▸ Work instruction: When you reach the line containing "pinky dip: (96, 92)" in the entries below, start writing out each line exactly, and stop after the line containing "ring dip: (188, 216)".

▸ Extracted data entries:
+-------+

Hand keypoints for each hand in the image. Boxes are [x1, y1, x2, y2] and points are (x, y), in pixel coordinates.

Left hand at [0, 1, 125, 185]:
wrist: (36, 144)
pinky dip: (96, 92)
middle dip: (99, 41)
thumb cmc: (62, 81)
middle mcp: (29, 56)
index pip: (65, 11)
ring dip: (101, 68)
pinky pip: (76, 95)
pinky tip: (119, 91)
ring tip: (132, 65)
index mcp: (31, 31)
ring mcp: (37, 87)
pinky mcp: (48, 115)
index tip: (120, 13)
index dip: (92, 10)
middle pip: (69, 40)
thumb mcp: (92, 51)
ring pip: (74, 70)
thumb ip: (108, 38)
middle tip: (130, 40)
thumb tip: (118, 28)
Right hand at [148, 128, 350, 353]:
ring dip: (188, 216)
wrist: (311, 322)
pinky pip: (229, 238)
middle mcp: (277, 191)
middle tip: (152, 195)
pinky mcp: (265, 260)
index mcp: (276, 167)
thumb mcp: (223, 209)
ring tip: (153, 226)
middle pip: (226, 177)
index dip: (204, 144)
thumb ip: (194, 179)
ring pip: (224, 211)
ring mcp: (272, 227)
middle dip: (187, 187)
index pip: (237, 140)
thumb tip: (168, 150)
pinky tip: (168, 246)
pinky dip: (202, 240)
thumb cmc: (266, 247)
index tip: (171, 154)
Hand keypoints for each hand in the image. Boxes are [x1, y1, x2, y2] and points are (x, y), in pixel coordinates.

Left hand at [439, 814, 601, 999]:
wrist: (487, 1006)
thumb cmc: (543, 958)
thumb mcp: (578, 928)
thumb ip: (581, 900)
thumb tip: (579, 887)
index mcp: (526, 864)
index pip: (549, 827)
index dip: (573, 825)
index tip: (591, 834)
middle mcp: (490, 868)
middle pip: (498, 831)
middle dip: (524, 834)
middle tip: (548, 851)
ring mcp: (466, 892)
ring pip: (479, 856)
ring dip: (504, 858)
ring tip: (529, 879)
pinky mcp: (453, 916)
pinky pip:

+-------+

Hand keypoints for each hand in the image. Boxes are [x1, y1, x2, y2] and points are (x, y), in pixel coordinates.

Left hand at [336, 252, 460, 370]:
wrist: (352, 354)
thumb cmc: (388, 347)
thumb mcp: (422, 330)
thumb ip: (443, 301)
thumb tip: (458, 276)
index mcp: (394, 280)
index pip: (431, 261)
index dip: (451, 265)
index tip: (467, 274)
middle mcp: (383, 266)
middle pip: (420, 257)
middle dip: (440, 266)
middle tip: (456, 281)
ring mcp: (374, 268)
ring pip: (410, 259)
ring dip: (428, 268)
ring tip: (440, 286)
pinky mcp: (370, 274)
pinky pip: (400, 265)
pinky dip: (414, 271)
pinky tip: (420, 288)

+-------+

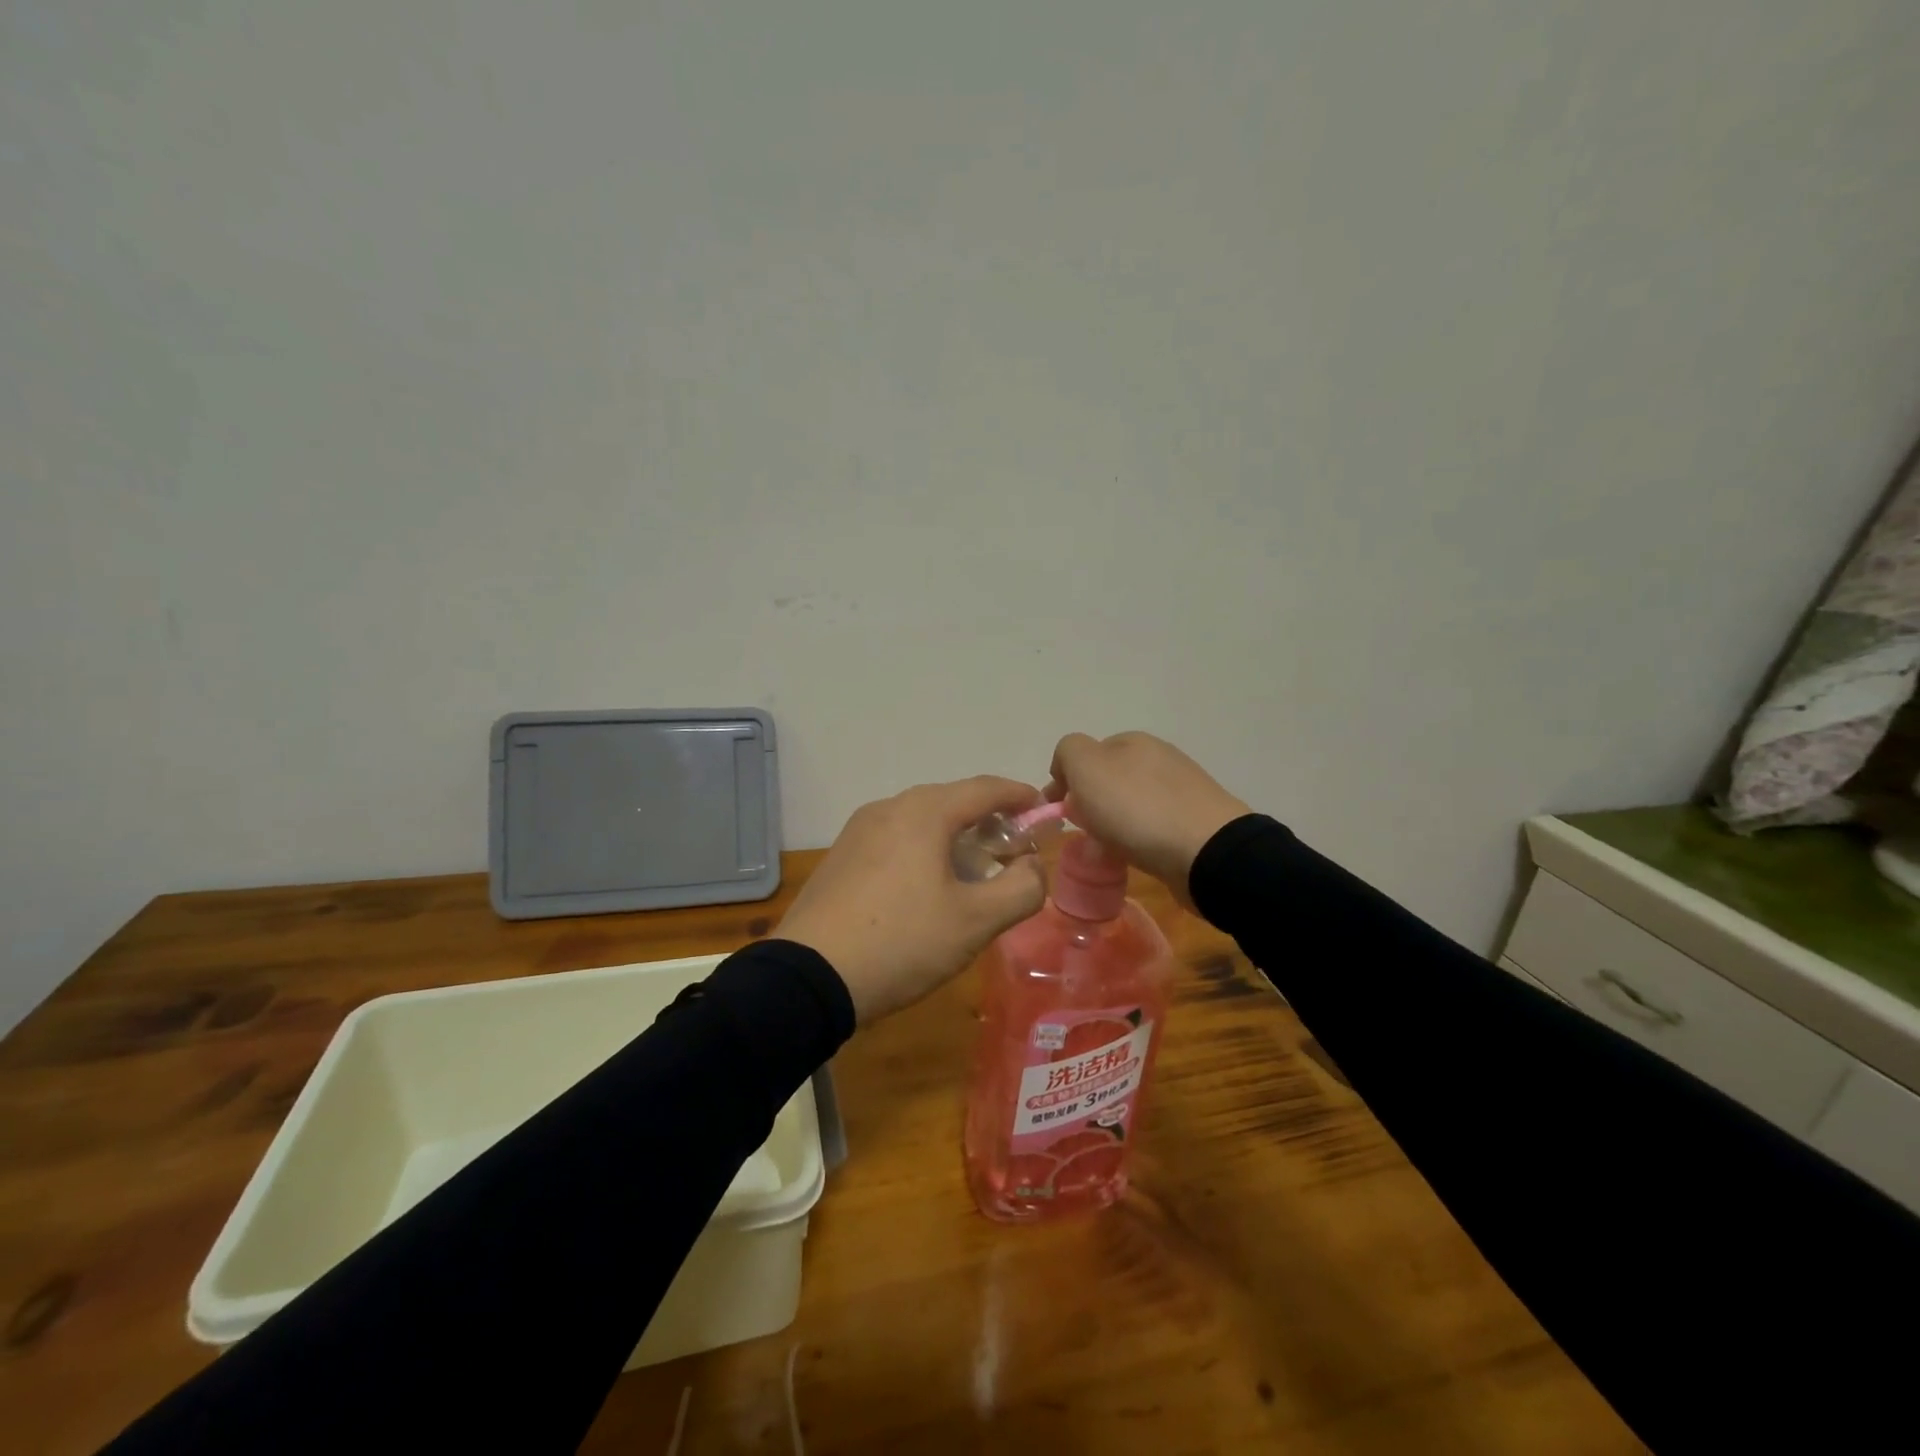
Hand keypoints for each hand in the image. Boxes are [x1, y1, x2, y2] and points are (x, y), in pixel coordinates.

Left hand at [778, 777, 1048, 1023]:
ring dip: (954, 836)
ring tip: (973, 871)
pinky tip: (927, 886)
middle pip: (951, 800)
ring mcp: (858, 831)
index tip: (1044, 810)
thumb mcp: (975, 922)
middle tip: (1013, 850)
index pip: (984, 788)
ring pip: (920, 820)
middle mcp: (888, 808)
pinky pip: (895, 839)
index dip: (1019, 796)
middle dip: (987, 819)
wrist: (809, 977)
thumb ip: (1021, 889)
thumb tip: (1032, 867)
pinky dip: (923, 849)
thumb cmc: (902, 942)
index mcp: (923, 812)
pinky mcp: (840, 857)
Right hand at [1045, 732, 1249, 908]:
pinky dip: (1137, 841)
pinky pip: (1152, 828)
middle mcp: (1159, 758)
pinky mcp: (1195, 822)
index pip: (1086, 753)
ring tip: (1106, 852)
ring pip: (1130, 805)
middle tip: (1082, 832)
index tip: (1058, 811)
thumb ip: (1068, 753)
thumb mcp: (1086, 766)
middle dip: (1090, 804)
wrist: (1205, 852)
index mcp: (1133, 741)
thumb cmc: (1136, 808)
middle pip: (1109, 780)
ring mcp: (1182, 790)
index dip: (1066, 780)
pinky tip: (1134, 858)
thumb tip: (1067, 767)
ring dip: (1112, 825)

+-------+

▸ Expected answer:
pinky dip: (96, 92)
middle dip: (99, 41)
thumb cmc: (62, 81)
middle mcp: (29, 56)
index pip: (65, 11)
ring dip: (101, 68)
pinky pip: (76, 95)
pinky tip: (119, 91)
ring tip: (132, 65)
index mcp: (31, 31)
ring mcp: (37, 87)
pinky mcp: (48, 115)
index tip: (120, 13)
index dip: (92, 10)
middle pip: (69, 40)
thumb mcp: (92, 51)
ring pip: (74, 70)
thumb ip: (108, 38)
middle tip: (130, 40)
thumb tip: (118, 28)
Right hand at [148, 128, 350, 353]:
ring dip: (188, 216)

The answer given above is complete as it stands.